Sin embargo, cuando las células dañadas fueron tratadas con el polisacárido derivado de hojas de cannabis, la situación mejoró significativamente.

Los niveles de enzimas antioxidantes aumentaron nuevamente y los marcadores de daño oxidativo disminuyeron de forma dependiente de la dosis.

A la dosis más alta ensayada, el polisacárido restauró buena parte de la actividad antioxidante celular que había sido reducida por el peróxido de hidrógeno.

La vía Nrf2, una de las claves

Uno de los aspectos más interesantes del estudio fue el análisis genético realizado sobre las células tratadas.

Los investigadores observaron que el polisacárido aumentó la expresión de genes antioxidantes como Nrf2, HO-1 y NQO1, mientras reducía la expresión de Keap1.

Estas moléculas forman parte de la vía Nrf2/Keap1, considerada uno de los principales sistemas de defensa antioxidante del organismo.

Cuando Nrf2 se activa, las células incrementan la producción de proteínas capaces de combatir radicales libres y reducir daño oxidativo. Por eso esta vía es objeto de enorme interés en investigación biomédica.

Los autores creen que el polisacárido del cannabis podría ejercer sus efectos antioxidantes justamente modulando este sistema celular. Aunque aclaran que todavía faltan experimentos más complejos, como estudios de translocación nuclear y análisis proteicos, para confirmarlo definitivamente.

Un posible uso para residuos de cannabis

Uno de los puntos más interesantes del trabajo es su potencial aplicación industrial.

Las hojas suelen representar un subproducto de bajo valor económico en la cadena del cannabis medicinal e industrial. En muchos casos terminan descartadas después de la cosecha. Sin embargo, este estudio sugiere que podrían transformarse en materia prima para obtener compuestos bioactivos.

Los autores mencionan posibles aplicaciones en alimentos funcionales, suplementos antioxidantes, biomateriales e incluso formulaciones farmacéuticas. Además, el trabajo se alinea con una tendencia creciente dentro de la bioeconomía circular: aprovechar residuos agrícolas para desarrollar productos de mayor valor agregado.

Las limitaciones del estudio

Aunque los resultados son prometedores, el estudio tiene varias limitaciones importantes.

La principal es que todos los experimentos se realizaron in vitro, es decir, en tubos de ensayo y cultivos celulares.

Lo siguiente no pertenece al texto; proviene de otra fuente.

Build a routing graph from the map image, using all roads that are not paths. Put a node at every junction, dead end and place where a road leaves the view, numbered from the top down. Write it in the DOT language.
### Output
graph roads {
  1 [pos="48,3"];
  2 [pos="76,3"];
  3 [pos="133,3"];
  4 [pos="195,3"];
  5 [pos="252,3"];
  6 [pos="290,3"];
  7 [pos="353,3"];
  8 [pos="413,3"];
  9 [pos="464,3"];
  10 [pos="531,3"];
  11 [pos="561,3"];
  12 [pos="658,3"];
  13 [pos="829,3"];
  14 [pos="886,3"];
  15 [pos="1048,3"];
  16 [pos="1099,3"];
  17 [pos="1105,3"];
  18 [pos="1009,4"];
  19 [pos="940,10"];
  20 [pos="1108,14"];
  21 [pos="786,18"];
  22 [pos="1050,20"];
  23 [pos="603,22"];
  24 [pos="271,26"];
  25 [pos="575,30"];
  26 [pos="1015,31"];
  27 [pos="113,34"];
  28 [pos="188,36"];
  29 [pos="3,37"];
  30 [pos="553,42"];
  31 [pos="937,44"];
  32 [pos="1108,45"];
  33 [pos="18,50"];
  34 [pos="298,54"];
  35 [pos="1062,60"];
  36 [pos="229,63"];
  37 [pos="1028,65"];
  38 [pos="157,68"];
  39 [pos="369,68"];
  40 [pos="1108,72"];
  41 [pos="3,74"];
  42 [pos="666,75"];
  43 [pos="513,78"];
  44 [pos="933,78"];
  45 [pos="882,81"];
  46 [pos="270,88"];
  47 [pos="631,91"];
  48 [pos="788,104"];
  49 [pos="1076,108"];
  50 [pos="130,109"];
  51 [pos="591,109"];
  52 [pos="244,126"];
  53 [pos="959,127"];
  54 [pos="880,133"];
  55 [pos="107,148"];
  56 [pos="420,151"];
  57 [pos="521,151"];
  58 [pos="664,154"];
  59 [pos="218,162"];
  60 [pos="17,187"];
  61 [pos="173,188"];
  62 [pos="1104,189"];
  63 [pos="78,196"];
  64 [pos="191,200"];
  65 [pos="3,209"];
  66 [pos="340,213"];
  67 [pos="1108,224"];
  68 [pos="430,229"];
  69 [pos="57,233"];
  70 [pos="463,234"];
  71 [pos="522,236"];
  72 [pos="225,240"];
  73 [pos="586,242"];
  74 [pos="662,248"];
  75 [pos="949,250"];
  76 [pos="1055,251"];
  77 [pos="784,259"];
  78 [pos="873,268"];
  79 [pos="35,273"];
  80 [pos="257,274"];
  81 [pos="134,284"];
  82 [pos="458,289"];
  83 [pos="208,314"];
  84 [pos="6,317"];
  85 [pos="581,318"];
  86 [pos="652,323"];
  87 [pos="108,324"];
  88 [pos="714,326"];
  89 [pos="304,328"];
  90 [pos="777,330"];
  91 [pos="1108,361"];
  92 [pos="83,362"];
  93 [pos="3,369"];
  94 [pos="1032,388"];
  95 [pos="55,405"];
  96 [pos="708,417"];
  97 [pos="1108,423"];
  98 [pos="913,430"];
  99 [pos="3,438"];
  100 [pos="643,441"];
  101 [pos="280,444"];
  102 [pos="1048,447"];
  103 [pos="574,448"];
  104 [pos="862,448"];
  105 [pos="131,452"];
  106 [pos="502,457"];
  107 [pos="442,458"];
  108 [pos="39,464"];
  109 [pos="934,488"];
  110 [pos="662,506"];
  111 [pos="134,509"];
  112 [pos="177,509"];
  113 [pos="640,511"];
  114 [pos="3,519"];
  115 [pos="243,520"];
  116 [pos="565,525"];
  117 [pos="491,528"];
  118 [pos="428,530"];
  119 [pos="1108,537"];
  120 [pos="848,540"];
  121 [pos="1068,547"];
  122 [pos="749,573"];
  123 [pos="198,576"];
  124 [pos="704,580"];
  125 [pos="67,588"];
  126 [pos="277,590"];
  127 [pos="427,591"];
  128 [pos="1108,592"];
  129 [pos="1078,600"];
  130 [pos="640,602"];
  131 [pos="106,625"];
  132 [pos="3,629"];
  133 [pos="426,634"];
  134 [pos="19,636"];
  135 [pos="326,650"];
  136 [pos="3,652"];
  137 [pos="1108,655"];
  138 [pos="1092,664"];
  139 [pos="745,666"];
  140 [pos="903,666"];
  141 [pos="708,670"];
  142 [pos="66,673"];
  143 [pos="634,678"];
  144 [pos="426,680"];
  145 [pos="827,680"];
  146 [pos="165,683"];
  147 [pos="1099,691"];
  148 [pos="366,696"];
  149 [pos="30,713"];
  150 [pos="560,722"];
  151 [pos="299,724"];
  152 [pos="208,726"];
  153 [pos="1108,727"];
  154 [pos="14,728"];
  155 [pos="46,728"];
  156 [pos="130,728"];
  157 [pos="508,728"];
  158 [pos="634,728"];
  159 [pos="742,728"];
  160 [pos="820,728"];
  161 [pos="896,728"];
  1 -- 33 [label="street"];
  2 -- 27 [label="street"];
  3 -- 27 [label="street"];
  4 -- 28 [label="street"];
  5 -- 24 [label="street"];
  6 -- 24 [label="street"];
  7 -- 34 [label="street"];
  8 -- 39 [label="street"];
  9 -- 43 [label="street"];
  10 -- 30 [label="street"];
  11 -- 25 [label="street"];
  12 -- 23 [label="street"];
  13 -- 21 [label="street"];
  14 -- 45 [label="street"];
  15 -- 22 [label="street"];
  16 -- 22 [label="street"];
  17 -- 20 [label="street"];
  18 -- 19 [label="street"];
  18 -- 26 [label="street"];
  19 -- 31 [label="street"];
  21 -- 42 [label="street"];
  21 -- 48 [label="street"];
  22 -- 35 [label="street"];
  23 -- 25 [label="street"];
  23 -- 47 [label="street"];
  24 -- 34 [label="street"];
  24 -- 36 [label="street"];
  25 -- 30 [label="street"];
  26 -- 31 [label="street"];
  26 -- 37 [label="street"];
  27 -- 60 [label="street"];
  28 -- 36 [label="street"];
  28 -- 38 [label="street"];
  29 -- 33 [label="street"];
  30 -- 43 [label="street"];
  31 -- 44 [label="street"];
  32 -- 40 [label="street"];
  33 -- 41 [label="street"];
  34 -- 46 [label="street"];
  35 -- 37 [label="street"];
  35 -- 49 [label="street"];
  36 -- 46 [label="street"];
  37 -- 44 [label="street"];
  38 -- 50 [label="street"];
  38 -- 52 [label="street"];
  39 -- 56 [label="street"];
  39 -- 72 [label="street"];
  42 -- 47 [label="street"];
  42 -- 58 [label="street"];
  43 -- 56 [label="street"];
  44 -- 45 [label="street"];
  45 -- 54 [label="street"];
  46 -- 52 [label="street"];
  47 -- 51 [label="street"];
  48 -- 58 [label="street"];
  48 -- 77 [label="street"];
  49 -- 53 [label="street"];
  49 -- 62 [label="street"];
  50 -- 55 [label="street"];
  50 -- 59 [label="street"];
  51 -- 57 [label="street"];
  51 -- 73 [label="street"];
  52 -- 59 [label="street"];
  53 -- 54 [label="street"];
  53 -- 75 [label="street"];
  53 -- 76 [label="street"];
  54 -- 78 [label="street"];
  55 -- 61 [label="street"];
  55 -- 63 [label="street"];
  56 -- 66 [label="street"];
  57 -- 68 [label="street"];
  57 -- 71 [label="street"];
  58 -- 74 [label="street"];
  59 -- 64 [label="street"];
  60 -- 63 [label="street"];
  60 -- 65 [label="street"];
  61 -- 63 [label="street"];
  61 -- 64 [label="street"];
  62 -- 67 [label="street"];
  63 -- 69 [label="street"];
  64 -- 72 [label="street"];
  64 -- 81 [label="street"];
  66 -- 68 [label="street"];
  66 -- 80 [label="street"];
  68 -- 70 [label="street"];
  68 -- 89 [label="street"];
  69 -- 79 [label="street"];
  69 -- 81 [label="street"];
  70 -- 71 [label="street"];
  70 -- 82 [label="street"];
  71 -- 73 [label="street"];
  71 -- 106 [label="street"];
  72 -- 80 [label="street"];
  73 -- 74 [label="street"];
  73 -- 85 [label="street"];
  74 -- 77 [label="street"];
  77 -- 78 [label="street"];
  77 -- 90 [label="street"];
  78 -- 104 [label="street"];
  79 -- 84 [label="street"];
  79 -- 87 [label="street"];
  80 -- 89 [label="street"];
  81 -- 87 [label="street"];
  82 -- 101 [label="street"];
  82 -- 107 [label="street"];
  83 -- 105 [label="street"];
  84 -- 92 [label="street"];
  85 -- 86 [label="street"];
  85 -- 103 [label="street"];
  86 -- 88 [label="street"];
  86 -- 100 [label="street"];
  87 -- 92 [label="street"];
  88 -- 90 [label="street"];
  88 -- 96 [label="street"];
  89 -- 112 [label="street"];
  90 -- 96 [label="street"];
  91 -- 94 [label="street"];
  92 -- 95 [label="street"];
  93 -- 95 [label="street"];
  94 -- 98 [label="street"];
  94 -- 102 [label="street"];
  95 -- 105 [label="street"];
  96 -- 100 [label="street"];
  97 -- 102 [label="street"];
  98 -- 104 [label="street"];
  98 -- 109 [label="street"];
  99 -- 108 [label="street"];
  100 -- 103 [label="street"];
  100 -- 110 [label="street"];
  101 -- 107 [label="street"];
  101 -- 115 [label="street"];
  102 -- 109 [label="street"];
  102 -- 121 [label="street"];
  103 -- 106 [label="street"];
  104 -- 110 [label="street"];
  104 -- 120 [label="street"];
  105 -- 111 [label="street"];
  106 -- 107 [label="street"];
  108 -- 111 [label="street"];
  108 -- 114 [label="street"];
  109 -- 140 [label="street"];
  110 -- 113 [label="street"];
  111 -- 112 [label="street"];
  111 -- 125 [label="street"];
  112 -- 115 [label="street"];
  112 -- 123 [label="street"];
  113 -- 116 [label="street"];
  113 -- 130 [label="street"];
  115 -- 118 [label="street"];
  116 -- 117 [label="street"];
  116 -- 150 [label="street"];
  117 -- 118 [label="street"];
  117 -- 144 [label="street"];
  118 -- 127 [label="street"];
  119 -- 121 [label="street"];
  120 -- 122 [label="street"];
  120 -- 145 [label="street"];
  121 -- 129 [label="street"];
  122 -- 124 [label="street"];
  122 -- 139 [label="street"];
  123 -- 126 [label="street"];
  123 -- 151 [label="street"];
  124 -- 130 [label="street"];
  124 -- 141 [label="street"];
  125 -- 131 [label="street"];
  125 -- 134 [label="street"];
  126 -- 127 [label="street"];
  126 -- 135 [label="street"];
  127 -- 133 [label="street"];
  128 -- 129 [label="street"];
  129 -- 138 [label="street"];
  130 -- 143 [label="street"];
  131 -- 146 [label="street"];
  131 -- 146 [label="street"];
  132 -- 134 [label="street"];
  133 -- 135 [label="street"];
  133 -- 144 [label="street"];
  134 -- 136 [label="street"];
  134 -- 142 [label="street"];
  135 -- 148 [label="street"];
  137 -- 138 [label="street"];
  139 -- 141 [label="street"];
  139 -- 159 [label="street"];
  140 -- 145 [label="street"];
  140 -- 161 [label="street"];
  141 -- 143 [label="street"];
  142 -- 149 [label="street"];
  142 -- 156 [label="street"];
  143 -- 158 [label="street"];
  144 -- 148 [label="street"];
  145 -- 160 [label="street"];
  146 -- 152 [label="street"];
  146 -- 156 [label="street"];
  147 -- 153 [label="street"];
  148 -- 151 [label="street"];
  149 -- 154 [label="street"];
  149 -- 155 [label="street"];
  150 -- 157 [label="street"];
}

Eso significa que todavía no puede asumirse que los mismos efectos ocurran en organismos vivos.

Los propios autores remarcan que hacen falta estudios en animales y eventualmente ensayos clínicos para evaluar seguridad, biodisponibilidad, farmacocinética y eficacia real.

También señalan que aún no se entiende completamente qué características estructurales específicas del polisacárido son responsables de la actividad antioxidante observada.

Además, el extracto utilizado era un polisacárido “crudo”, lo que significa que probablemente contenía otras moléculas bioactivas además de carbohidratos puros.

Más allá del THC y el CBD

El estudio se suma a una línea creciente de investigaciones que buscan ampliar la mirada sobre el cannabis más allá de los cannabinoides clásicos.

Mientras THC y CBD siguen dominando la conversación pública y comercial, cada vez aparecen más trabajos sobre flavonoides, terpenos, proteínas y polisacáridos derivados de la planta.

Ese cambio refleja algo importante: el cannabis es una fuente extremadamente compleja de compuestos bioactivos y todavía quedan muchas moléculas poco exploradas.

Las hojas, históricamente consideradas casi un desecho agrícola, podrían terminar convirtiéndose en una nueva fuente de ingredientes antioxidantes naturales.